RobynsVeil opened this issue on Oct 04, 2008 · 57 posts
bagginsbill posted Mon, 06 October 2008 at 11:56 AM
Hi folks. Wow. Bad timing on my part to go away on vacation. LOL I just got back from the Dominican Republic - and I have a tan!
Anyway, there's a lot to clarify here. I'm about 20 threads behind on responding, but this one really needs help, so I'll start here. (Unfortunately, I am in a conference call at the moment and am supposed to be paying attention, so I won't write a big response yet.)
Matmatic is a for creating nodes using language instead of pictures.
Matmatic generates shaders as materials, or collections, or mat pose files. I included a "class" to define a V3 material collection. At the time, there was no V4. That is why there was a focus on V3 in matmatic. Others have since published V4 collection class definitions and matmatic does produce V4 collections or mat pose files. I also have a V4 collection in matmatic but never published it.

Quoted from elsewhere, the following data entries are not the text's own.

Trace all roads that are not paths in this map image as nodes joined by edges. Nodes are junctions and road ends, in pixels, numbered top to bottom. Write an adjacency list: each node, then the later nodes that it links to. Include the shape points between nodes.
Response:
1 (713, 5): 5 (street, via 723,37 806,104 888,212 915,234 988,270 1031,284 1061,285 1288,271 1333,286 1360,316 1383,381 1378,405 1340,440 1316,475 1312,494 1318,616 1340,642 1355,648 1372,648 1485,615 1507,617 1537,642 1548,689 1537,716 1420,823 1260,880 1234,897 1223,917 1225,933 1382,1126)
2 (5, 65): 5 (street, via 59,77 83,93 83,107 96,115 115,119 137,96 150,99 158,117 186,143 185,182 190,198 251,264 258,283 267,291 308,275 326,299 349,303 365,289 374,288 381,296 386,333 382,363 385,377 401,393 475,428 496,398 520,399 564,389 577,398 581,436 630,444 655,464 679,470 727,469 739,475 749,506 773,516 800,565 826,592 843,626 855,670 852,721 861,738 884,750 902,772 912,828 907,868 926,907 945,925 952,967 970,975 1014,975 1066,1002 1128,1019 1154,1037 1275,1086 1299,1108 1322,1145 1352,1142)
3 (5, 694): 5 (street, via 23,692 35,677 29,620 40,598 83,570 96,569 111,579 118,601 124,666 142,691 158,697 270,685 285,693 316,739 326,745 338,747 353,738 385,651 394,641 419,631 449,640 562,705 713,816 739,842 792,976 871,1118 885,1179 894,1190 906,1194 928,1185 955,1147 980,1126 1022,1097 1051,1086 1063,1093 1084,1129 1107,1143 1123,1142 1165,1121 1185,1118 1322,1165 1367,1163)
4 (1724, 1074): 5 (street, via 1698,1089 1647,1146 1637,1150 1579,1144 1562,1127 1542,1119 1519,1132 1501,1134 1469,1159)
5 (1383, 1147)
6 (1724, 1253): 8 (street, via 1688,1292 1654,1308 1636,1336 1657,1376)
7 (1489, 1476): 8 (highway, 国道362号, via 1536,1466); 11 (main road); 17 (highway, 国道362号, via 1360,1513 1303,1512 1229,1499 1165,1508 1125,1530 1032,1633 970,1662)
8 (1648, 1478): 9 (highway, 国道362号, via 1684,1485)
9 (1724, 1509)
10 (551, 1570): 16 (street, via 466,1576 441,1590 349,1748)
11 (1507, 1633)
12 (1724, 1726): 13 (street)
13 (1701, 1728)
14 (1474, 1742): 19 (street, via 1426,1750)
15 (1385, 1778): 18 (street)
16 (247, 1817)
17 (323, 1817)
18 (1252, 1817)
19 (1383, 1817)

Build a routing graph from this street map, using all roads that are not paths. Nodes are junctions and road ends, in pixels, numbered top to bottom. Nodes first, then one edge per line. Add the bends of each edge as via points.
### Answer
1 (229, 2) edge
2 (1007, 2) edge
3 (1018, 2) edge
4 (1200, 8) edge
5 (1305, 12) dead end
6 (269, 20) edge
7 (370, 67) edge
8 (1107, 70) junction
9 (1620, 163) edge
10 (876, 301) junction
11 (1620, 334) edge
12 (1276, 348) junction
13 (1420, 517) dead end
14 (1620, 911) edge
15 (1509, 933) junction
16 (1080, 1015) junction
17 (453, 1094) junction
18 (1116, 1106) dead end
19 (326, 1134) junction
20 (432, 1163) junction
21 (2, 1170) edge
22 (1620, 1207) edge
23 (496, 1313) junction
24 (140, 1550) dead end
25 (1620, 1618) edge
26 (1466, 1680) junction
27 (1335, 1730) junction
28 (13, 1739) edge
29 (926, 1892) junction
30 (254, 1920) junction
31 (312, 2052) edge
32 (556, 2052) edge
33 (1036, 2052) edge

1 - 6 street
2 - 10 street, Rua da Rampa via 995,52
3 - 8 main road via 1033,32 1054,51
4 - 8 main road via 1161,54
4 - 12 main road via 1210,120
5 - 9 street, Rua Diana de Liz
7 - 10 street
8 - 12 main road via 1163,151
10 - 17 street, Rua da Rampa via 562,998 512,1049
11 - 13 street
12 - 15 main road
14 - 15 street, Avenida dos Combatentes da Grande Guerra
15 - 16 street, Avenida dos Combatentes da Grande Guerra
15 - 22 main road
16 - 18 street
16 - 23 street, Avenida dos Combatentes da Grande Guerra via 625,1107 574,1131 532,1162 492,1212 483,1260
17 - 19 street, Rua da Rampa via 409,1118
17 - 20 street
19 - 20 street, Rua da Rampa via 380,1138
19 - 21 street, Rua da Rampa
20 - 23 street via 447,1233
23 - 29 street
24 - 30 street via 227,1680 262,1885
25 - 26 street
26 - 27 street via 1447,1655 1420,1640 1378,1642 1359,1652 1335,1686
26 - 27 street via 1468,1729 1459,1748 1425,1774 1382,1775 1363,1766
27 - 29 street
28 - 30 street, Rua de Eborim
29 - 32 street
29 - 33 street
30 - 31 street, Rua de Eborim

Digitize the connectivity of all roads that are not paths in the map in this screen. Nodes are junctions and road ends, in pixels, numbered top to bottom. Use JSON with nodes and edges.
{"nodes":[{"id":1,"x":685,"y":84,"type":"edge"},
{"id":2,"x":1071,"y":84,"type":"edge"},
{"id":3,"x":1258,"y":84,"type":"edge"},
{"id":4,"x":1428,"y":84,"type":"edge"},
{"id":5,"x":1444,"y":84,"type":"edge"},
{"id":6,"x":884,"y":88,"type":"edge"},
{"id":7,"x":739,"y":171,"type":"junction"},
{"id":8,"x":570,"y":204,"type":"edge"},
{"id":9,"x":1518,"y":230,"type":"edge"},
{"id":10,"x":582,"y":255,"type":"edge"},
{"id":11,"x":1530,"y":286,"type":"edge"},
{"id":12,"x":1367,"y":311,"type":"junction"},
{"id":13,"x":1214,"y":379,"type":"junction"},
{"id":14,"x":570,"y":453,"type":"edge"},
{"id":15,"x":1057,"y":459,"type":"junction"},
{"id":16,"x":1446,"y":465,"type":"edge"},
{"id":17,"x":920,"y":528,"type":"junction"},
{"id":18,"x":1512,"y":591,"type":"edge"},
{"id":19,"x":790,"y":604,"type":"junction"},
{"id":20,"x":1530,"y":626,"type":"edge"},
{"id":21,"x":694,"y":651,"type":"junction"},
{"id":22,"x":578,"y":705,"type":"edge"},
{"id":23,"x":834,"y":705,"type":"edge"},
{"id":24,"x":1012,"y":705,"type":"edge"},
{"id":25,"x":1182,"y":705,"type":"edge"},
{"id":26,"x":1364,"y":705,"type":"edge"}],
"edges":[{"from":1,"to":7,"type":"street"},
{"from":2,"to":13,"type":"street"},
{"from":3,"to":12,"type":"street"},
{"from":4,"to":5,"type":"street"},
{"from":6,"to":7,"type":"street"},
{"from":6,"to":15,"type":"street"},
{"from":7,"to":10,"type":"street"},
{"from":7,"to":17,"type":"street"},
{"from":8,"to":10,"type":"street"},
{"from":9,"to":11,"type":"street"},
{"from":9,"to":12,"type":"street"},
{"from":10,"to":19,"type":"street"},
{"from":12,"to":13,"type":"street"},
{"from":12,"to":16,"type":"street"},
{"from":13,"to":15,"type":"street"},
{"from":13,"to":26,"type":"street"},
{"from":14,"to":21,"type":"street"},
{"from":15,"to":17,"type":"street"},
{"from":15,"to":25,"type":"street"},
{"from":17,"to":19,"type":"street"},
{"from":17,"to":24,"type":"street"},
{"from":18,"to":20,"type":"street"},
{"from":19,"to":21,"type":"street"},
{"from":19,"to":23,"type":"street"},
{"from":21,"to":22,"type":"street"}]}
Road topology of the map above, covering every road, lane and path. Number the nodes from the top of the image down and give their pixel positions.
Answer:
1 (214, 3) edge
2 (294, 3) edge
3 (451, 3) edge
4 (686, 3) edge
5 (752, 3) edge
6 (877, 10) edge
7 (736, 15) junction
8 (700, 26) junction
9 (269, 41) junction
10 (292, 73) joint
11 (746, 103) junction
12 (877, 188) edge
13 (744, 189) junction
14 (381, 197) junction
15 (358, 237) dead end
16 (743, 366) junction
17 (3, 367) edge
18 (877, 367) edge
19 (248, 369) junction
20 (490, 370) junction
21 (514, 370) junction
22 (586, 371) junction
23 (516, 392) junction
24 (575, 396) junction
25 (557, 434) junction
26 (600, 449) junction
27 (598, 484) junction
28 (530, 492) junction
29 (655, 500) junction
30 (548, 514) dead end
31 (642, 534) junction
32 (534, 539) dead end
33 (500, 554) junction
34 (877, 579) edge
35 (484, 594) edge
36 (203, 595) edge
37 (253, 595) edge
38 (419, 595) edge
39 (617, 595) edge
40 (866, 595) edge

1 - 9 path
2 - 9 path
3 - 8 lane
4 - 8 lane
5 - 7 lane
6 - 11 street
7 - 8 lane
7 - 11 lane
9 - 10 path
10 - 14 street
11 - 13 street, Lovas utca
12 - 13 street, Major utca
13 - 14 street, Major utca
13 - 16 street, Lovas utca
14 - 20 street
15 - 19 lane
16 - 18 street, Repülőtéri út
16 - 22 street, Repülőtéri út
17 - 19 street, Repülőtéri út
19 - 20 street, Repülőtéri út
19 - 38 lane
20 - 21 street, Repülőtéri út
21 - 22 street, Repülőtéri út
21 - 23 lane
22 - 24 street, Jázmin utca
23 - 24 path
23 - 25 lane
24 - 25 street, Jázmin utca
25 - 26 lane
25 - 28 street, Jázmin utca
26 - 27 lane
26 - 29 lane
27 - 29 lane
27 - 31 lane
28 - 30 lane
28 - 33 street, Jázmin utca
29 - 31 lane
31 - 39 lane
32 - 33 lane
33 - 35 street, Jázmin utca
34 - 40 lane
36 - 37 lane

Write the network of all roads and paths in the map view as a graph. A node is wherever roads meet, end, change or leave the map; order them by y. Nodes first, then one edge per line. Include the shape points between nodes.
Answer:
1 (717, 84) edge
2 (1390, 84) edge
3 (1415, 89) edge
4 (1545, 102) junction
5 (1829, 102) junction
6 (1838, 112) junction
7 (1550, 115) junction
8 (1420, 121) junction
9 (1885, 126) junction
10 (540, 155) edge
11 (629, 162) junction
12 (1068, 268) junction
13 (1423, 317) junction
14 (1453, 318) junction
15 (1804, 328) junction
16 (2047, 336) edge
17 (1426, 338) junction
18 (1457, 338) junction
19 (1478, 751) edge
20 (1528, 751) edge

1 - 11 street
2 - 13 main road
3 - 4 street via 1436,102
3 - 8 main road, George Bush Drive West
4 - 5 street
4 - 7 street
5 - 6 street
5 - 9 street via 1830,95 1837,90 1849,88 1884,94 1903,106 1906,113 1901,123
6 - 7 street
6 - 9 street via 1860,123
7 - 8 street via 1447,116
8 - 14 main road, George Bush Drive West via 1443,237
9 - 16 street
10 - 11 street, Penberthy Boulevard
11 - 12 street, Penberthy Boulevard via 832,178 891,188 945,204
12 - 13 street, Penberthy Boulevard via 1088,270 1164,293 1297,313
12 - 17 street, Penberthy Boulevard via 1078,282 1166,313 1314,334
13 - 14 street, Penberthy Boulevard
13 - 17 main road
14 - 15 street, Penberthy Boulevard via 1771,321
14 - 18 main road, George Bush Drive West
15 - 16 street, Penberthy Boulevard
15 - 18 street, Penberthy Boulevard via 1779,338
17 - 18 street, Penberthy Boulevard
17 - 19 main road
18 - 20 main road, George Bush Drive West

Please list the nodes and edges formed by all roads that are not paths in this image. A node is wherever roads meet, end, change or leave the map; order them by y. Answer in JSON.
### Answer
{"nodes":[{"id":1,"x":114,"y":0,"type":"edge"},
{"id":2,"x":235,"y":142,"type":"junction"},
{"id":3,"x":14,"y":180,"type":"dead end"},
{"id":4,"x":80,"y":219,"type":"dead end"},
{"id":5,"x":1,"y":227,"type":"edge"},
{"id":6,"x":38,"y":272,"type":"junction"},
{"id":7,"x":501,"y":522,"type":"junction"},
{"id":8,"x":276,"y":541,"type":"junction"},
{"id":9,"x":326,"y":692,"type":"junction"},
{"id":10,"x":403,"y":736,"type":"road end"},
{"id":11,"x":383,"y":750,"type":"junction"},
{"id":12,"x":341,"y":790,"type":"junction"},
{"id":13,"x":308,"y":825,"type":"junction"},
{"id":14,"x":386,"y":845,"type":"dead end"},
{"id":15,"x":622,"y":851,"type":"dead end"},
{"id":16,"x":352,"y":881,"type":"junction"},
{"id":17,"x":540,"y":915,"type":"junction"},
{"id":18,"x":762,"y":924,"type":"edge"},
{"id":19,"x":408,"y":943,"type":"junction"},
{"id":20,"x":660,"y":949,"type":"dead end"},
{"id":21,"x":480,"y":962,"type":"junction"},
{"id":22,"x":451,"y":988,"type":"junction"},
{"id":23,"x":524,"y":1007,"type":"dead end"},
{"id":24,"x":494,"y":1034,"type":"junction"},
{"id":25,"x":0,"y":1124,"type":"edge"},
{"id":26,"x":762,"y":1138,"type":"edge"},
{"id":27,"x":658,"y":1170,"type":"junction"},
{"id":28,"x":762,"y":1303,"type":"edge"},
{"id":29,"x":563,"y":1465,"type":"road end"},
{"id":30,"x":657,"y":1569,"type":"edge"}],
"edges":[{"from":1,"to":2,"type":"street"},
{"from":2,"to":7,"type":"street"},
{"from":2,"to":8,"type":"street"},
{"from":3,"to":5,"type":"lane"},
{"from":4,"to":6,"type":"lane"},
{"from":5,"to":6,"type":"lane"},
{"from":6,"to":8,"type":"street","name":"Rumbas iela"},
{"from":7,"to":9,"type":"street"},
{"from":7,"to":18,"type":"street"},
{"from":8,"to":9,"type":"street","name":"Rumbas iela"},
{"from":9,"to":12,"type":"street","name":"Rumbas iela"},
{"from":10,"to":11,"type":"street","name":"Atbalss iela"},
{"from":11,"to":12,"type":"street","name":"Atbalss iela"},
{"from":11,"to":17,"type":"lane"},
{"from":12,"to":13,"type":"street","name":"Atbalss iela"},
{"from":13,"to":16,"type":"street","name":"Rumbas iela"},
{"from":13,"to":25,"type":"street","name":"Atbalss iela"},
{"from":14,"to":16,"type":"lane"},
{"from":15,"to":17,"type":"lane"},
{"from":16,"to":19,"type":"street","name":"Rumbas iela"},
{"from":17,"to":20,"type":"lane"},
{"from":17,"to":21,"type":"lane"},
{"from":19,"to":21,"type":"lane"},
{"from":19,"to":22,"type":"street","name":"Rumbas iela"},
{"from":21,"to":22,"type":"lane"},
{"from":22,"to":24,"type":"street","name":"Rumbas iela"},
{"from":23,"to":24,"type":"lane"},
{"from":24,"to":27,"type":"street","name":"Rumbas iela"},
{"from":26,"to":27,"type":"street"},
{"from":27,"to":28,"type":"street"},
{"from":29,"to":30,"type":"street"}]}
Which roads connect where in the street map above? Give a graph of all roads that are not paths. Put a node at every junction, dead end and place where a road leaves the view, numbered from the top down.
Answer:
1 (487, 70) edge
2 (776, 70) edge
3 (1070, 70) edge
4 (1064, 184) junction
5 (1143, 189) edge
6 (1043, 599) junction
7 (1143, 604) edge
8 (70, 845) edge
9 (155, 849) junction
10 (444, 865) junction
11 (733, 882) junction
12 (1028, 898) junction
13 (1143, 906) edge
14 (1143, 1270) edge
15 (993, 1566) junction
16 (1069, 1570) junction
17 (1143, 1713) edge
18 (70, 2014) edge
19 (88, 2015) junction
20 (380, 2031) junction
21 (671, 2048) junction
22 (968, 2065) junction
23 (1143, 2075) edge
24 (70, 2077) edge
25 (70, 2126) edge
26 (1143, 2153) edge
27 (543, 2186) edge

The big problem with matmatic and collections is not the collection itself. It does that just fine. The problem is how to map a set of various material shaders (skin, sclera, cornea, fingernail, etc) onto all the nearly infinite variety of material zone collections, and to do so in such a way that is independent of the grouping of those collections with respect to UV map.
This gets complicated.
For example, for any given figure, there is a set of zones that should be "skin". There is also a set of zones that should be the UV map for head. Not all head zones are skin zones. Not all skin zones are head zones. Basically, the appropriate groupings for material type don't line up nicely with the appropriate groupsing for UV map zone. (head versus body versus limbs)
Trying to tie all that together in matmatic is confusing and requires a lot of code, often character specific code. So I invented VSS. VSS does not create shaders. It copies shaders, and combines them with image maps it already finds on the target figure or prop.
So the ideal solution is design a skin shader, or cornea shader, or fingernail shader in matmatic paying zero attention to UV zones or target figure. Then use VSS to distribute all these shaders to all the right zones and plug in all the right color, specular, bump, displacement, hair, mole, freckle maps in the right places into those generic shaders.
If you try to do it all in matmatic (and it can be done) you have to make all the methods that generate materials take additional parameters to define what image maps to plug in, and then you have to use a "Collection" object to map the resulting materials to the various target material zones. Using matmatic for this is better than doing it all by hand in the material room, but not nearly as easy as using VSS.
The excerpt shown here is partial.